Con su pequeño ejército, incluso siguió presionando en dirección a la ciudad de Esparta y acampó a la vista de sus habitantes. Las mujeres espartanas podían ver de esta forma algo del todo inusual: la luz de los fuegos enemigos.
Para aterrorizar a los espartanos aún más, Aristomenes fue a escondidas, una noche oscura, a la ciudad, se metió en el templo principal, y allí colgó las armas que había tomado durante la guerra.
Estas armas las colocó en forma del típico trofeo griego, y justo bajo ellas Aristomenes escribió osadamente su nombre con letras tan grandes que cualquiera pudiera verlas.
Al amanecer, cuando los espartanos fueron como siempre al templo a rezar y hacer sus sacrificios, se quedaron atónitos al ver aquel trofeo. La audacia de Aristomenes era tan grande que perdieron la esperanza de derrotarlo sin la ayuda divina, por lo que fueron a preguntar a un oráculo qué debían hacer.
El oráculo respondió que los espartanos serían victoriosos si iban a la guerra bajo el mando de un general ateniense.
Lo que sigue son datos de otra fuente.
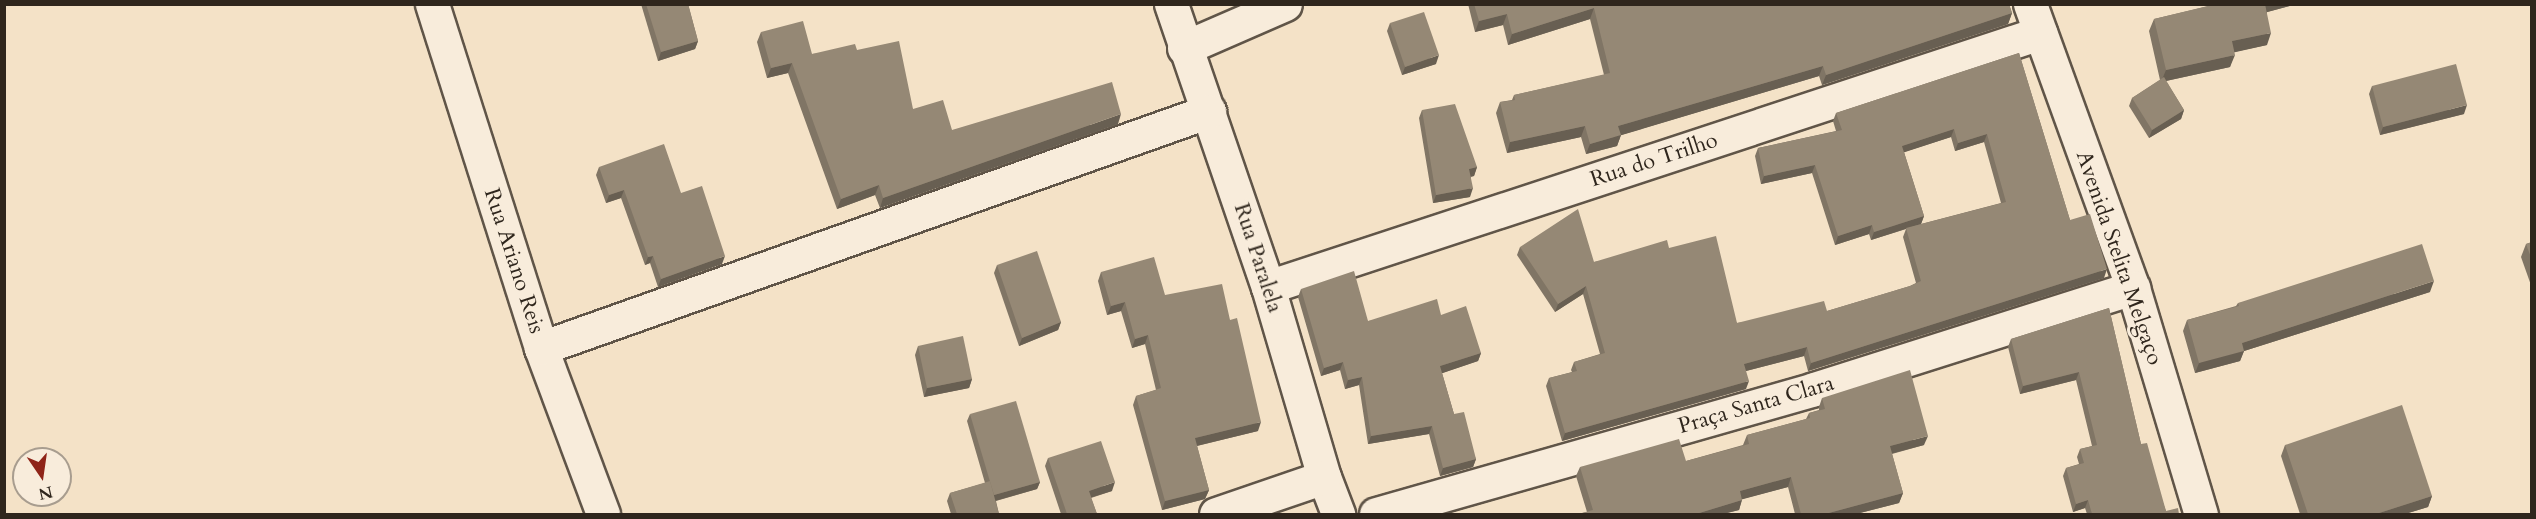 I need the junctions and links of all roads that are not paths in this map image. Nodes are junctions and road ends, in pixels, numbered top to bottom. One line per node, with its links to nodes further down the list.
1 (432, 4): 9 (street, Rua Ariano Reis)
2 (1171, 4): 5 (street, Rua Paralela)
3 (1285, 4): 5 (street)
4 (2035, 19): 7 (street, Rua do Trilho); 8 (street, Avenida Stelita Melgaço)
5 (1184, 48): 6 (street, Rua Paralela)
6 (1209, 111): 7 (street, Rua Paralela); 9 (street)
7 (1268, 287): 10 (street, Rua Paralela)
8 (2133, 288): 14 (street, Praça Santa Clara); 15 (street, Avenida Stelita Melgaço)
9 (541, 348): 11 (street, Rua Ariano Reis)
10 (1324, 477): 12 (street); 13 (street, Rua Paralela)
11 (603, 514)
12 (1216, 514)
13 (1338, 514)
14 (1376, 514)
15 (2201, 514)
Los espartanos eran un pueblo orgulloso y no les gustaba pedirle ayuda a nadie, pero finalmente decidieron obedecer al oráculo, por lo que enviaron un mensajero a Atenas para pedirles un buen líder.
Nadie sabe si los atenienses, que eran conocidos por su gusto por las bromas, querían burlarse de los espartanos, o si querían mostrarles que la belleza corporal y la fuerza que los espartanos preciaban tanto no lo eran todo.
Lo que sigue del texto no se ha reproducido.